推しの16
「うわああああん!
くそっ、
くそっ、
くそっ!
自分が憎い! 情けない! 何て駄目なやつ! あたしなんて生まれてこなければ良かったんだあっ!
だって、
だって、
だって!
『泳いで千葉』のエキストラ募集に応募できなかったのよおっ!
『あたしたちは、あたしたちを応援してくれる皆と一緒に映画を作りたい。だから、エキストラとして参加してください』
そう言ってくれたのに、そう言ってくれたのにぃっ!
出たかった。
あたしだって出たかったんだよ、本当は!
でも、応募できなかった。
だって、あたし、隠れヲタだから。映画に出ているところを職場の誰かに見られちゃったら……そう思うと怖くて応募できなかったのよおっ!
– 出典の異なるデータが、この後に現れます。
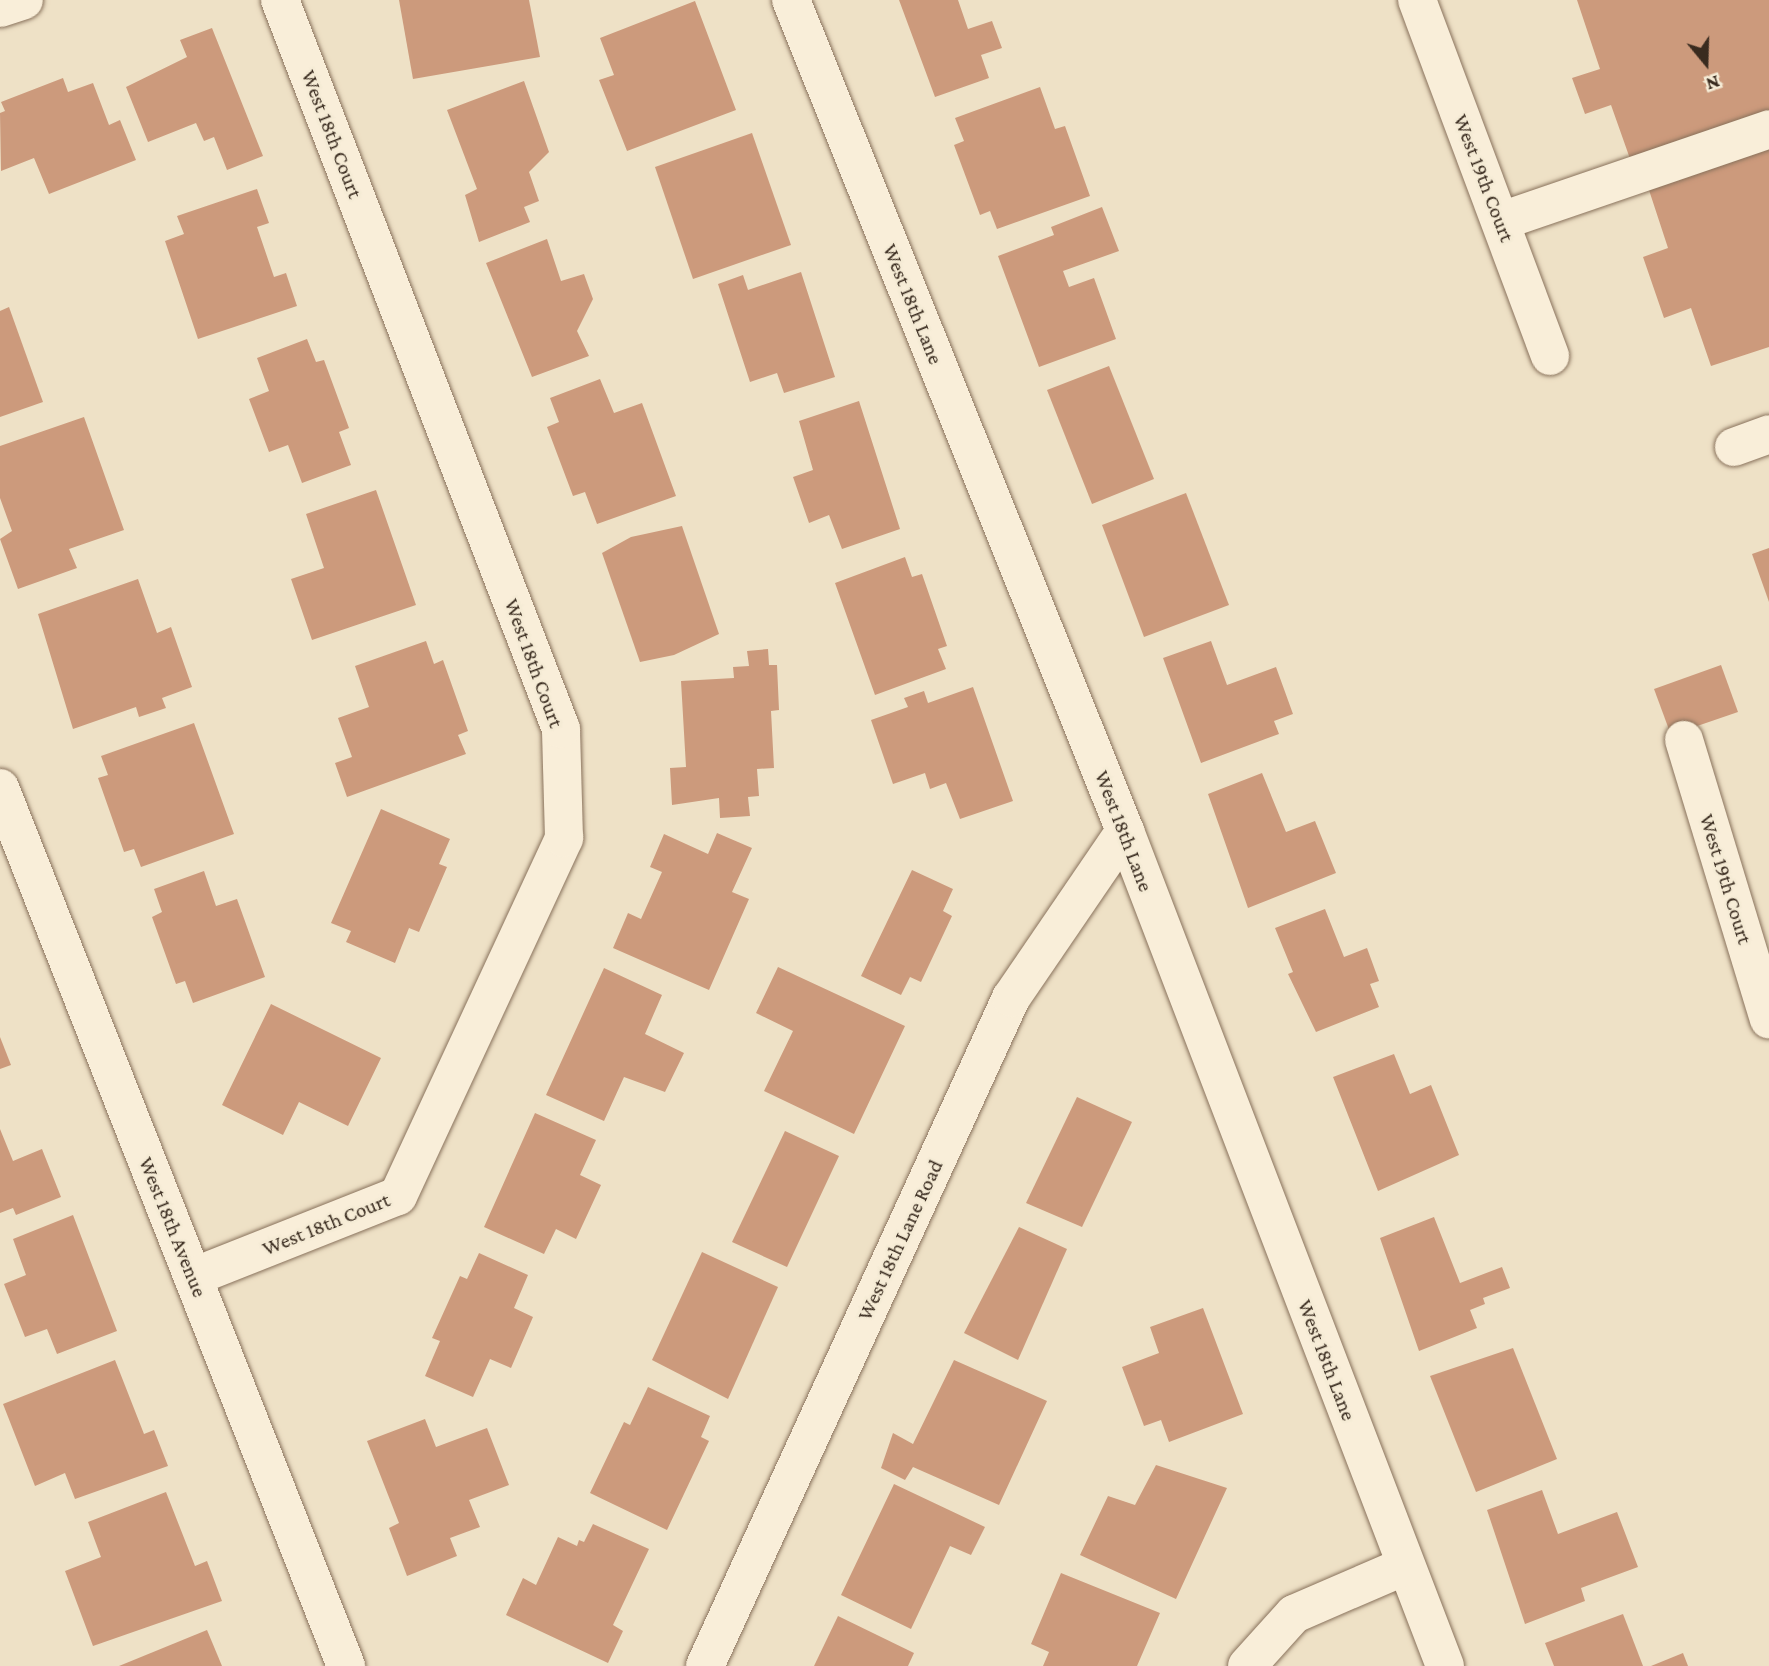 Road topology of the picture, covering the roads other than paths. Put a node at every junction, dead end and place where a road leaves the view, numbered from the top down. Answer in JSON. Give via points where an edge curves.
{"nodes":[{"id":1,"x":24,"y":0,"type":"edge"},
{"id":2,"x":280,"y":0,"type":"edge"},
{"id":3,"x":791,"y":0,"type":"edge"},
{"id":4,"x":1417,"y":0,"type":"edge"},
{"id":5,"x":0,"y":8,"type":"edge"},
{"id":6,"x":1769,"y":129,"type":"edge"},
{"id":7,"x":1501,"y":222,"type":"junction"},
{"id":8,"x":1550,"y":356,"type":"dead end"},
{"id":9,"x":1769,"y":434,"type":"edge"},
{"id":10,"x":1734,"y":447,"type":"dead end"},
{"id":11,"x":1684,"y":740,"type":"dead end"},
{"id":12,"x":0,"y":788,"type":"edge"},
{"id":13,"x":1125,"y":831,"type":"junction"},
{"id":14,"x":1769,"y":1019,"type":"edge"},
{"id":15,"x":193,"y":1277,"type":"junction"},
{"id":16,"x":1405,"y":1566,"type":"junction"},
{"id":17,"x":346,"y":1666,"type":"edge"},
{"id":18,"x":705,"y":1666,"type":"edge"},
{"id":19,"x":1247,"y":1666,"type":"edge"},
{"id":20,"x":1445,"y":1666,"type":"edge"}],
"edges":[{"from":1,"to":5,"type":"street"},
{"from":2,"to":15,"type":"street","name":"West 18th Court","via":[[561,729],[564,838],[398,1196]]},
{"from":3,"to":13,"type":"street","name":"West 18th Lane"},
{"from":4,"to":7,"type":"street","name":"West 19th Court"},
{"from":6,"to":7,"type":"street"},
{"from":7,"to":8,"type":"street","name":"West 19th Court"},
{"from":9,"to":10,"type":"street"},
{"from":11,"to":14,"type":"street","name":"West 19th Court"},
{"from":12,"to":15,"type":"street","name":"West 18th Avenue"},
{"from":13,"to":16,"type":"street","name":"West 18th Lane"},
{"from":13,"to":18,"type":"street","name":"West 18th Lane Road","via":[[1011,998]]},
{"from":15,"to":17,"type":"street","name":"West 18th Avenue"},
{"from":16,"to":19,"type":"street","via":[[1294,1614]]},
{"from":16,"to":20,"type":"street","name":"West 18th Lane"}]}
だって、だって『泳いで千葉』が話題にならないわけがない!
しろハーやふぁいからの皆がこれだけがんばって撮っているんだもん。たちまち人気沸騰で、日本中で話題になって、世界にも進出して、ハリウッドの目にもとまって、第二弾はハリウッド制作――何てことになるに決まってるもん!
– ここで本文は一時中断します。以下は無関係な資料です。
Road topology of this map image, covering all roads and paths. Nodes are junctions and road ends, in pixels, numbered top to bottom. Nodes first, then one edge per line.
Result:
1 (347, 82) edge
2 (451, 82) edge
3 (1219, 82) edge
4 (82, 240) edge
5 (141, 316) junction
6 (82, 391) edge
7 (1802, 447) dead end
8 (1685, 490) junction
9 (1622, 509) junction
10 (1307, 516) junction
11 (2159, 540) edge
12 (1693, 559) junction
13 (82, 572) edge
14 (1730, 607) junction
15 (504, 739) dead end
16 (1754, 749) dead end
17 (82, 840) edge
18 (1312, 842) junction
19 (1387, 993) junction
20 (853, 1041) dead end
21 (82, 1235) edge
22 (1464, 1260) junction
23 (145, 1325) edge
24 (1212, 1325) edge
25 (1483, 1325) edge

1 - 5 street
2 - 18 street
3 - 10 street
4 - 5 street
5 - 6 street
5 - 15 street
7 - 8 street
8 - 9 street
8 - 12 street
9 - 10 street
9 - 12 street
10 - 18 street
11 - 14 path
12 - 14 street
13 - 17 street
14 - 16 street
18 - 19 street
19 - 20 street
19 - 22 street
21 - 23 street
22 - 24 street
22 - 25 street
そうなったら職場の皆だって当然、『泳いで千葉』を見る。あたしがエキストラとして出ていることがバレちゃう。あたしがドルヲタであることがバレてしまう!
そう思うととても応募できなかった。
世間の目を気にして好きなものを好きと言えないあたしは本当にダメな女。生きている価値なんてない。こんなことじゃかんばっているしろハーに顔向けできない。
あたしなんて、しろハーを応援する資格ないのよおっ!
もうだめだ。
こうなったら俗世をはなれて山にでも籠もり、みそぎをするしかない。悟りを開き、世間の目に負けない精神力を身につけるまで帰ってこない。
と言うわけで、お寺に行ってきます。いつか、世間に向かって堂々と『しろハーが好き!』と言える自分になったら戻ってきます。